As Turkey works towards qualifying for European Union membership, its privatisation programme is moving forward, with profitable state enterprises opening up to foreign investment. 

Turkey, seeking to speed up its entry into the European Union (EU) and to satisfy its huge public sector borrowing requirement, is moving ahead with its massive privatisation programme, inviting bids for its oil refineries company, tobacco concern, banks and other state enterprises. Major state companies, long-protected from outside influence, are at last being offered to foreign investors.

Prime Minister Recep Tayyip Erdogan’s Islamist government is also preparing to carry out new reforms that will further align Turkey’s political system with the 15 members of the union.
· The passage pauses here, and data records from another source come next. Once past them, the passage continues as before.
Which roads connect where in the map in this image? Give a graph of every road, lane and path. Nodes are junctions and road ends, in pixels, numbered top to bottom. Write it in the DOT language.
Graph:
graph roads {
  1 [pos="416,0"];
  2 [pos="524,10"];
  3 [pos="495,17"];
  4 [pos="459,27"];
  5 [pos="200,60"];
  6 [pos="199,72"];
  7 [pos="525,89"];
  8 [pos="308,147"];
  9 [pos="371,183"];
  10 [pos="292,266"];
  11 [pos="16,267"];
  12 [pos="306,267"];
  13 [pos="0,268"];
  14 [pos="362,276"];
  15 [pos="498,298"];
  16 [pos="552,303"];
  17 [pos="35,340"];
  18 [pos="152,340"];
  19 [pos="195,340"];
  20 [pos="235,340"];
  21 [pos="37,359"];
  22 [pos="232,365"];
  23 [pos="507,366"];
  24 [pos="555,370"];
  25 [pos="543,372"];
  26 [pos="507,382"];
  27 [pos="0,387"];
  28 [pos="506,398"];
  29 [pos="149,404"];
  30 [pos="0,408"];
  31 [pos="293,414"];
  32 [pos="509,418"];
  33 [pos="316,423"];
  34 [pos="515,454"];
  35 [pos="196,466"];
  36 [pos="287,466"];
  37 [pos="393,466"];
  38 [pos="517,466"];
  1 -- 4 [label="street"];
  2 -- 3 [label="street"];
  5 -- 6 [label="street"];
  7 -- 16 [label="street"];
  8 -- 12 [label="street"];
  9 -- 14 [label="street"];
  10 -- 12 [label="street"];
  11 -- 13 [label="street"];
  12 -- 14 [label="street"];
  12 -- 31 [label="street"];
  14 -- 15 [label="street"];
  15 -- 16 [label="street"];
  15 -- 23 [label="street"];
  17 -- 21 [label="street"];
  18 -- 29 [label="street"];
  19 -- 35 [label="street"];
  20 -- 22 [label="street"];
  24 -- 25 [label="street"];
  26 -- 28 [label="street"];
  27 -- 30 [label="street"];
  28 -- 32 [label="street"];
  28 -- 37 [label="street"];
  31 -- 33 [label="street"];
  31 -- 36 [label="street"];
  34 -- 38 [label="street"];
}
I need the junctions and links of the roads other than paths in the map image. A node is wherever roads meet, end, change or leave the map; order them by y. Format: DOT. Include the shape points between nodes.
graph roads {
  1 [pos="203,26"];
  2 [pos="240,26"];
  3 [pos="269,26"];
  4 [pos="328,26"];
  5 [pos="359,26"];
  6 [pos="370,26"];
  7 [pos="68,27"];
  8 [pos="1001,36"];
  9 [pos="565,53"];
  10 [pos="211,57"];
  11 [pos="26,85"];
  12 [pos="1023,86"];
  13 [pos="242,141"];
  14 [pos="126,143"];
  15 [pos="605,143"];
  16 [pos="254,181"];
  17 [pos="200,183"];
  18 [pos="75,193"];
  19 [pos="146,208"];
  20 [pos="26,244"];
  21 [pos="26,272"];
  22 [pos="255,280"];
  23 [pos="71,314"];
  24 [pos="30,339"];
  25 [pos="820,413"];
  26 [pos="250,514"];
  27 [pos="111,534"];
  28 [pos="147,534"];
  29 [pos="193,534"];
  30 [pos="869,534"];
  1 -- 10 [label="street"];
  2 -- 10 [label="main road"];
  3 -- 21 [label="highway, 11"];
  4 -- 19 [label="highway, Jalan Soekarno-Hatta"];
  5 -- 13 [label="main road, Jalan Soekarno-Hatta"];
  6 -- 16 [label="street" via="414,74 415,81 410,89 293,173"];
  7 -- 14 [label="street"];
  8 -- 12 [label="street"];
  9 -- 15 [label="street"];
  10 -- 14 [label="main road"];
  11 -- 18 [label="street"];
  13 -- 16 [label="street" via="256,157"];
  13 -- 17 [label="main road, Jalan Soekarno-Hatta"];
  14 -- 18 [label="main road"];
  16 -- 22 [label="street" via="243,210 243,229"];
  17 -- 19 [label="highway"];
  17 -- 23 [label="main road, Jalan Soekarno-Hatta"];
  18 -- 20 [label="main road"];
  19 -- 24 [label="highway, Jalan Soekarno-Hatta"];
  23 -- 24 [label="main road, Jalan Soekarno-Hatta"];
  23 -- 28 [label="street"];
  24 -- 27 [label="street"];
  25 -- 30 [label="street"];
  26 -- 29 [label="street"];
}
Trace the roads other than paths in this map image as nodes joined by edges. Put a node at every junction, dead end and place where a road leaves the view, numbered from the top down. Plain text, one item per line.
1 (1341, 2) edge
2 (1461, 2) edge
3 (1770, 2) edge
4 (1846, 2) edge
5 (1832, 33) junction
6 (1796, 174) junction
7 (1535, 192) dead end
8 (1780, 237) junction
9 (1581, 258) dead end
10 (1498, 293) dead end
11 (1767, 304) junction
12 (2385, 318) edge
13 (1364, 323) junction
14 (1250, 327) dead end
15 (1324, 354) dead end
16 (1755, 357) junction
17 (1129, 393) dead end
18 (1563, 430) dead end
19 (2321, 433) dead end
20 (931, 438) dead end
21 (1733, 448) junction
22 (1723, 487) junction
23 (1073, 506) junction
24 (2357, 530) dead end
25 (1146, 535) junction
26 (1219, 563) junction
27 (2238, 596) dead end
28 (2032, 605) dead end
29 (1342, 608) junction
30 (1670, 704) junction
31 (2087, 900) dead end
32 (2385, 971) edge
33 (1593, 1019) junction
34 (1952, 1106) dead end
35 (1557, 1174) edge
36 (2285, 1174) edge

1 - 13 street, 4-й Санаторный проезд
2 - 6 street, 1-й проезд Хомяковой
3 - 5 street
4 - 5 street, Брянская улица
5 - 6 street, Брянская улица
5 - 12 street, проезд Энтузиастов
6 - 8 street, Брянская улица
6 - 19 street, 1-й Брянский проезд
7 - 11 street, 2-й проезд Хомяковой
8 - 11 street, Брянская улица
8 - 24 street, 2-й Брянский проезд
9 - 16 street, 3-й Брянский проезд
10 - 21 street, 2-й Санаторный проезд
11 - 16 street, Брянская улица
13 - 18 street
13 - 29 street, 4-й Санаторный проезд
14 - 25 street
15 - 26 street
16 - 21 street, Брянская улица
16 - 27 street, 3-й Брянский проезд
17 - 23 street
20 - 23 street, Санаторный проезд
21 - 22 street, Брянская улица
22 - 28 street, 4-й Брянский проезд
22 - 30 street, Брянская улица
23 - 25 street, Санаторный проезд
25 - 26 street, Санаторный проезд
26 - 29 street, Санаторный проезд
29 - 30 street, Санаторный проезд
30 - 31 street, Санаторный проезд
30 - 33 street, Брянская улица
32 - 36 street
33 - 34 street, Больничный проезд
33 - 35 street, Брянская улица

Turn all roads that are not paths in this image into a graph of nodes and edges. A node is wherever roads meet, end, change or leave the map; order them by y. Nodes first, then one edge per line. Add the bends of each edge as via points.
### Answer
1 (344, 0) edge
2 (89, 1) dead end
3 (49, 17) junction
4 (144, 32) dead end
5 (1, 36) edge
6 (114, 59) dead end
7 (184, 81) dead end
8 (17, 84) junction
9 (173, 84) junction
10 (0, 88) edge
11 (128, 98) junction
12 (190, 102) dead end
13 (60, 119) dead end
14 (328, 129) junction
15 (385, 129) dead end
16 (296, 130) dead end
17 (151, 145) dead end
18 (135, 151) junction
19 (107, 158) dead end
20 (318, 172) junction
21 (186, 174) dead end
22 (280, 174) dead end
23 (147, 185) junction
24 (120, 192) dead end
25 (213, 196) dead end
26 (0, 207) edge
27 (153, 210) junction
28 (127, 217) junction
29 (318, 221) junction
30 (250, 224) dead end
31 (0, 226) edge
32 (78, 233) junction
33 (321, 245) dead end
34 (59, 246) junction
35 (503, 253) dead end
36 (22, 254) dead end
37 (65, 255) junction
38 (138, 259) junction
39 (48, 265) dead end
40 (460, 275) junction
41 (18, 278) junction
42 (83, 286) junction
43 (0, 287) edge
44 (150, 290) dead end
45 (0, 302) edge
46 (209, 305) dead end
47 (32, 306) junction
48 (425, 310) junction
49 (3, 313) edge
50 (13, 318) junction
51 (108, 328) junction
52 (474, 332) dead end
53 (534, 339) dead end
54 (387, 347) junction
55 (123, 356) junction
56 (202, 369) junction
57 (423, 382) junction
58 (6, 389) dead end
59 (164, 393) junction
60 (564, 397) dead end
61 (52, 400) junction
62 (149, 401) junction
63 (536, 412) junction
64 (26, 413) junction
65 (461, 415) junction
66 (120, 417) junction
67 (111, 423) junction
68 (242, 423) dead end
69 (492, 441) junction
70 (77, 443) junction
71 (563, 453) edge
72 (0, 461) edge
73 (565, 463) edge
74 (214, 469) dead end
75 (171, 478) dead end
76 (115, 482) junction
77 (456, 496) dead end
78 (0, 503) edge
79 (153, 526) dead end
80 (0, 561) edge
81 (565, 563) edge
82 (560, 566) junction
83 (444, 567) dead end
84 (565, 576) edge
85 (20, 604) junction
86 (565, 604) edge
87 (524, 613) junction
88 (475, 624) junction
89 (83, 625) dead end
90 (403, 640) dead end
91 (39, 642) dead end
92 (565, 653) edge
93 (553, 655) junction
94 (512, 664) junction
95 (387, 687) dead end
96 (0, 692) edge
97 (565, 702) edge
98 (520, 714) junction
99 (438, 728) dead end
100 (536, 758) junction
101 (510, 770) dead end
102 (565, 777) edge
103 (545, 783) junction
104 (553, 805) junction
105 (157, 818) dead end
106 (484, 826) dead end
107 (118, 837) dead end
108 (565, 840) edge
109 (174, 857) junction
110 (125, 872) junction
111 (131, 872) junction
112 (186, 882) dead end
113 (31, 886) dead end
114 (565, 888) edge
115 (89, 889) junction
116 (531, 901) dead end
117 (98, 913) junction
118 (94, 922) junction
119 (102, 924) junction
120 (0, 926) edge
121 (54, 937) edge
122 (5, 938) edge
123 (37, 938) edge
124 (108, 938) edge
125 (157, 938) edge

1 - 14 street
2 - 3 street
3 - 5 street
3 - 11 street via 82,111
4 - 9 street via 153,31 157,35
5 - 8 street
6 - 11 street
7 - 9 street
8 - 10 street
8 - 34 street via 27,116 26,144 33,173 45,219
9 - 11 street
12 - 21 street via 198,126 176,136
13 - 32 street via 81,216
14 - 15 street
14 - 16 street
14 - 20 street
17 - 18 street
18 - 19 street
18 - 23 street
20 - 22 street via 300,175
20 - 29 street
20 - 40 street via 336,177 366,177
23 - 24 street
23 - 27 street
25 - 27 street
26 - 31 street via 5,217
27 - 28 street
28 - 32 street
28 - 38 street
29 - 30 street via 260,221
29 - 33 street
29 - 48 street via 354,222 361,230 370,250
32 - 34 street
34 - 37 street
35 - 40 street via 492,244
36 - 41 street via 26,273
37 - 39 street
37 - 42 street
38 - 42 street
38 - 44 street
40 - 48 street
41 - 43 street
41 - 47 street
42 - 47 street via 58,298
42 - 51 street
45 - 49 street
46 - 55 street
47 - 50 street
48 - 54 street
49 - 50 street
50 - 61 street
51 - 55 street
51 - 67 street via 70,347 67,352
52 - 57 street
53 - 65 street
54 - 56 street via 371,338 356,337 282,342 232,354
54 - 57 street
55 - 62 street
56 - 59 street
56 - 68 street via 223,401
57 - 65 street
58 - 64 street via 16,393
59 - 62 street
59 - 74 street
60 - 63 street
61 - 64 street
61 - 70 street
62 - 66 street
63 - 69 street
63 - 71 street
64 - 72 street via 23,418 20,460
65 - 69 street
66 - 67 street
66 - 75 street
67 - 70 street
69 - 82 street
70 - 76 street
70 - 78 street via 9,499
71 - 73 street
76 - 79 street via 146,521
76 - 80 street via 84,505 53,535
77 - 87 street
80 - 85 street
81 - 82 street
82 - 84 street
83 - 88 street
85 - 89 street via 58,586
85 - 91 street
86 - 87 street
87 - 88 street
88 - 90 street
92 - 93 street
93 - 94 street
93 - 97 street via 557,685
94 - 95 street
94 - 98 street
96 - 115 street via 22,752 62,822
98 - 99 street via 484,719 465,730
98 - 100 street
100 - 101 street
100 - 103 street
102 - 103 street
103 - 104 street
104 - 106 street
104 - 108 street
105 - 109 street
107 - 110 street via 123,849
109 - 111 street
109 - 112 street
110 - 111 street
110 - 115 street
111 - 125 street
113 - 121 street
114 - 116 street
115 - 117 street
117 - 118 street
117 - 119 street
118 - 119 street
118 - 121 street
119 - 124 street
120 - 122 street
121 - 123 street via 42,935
These reforms include granting rights to minorities to establish private radio and television channels to broadcast in their mother language, and reducing the military’s entrenched role in Turkish politics.

Mr Erdogan’s government is also seeking to find a solution to the Cyprus impasse that has poisoned Turkey’s relations with Greece for nearly 40 years and that has been a major stumbling block to its accession to the EU. In March, Turkish and Greek Cypriots opened the borders that divide the island to citizens from each community for the first time since 1974, and Turkey began granting visas to Greek Cypriots.

Interest rates drop

The government hopes to meet part of the country’s $111bn domestic and $131bn foreign debt through funds generated by the privatisation exercise. The privatisation programme comes as Turkey’s economy continues to improve, with interest rates falling, signs that inflation is being reined in following the Iraq war and the lira revaluing against the US dollar in real terms.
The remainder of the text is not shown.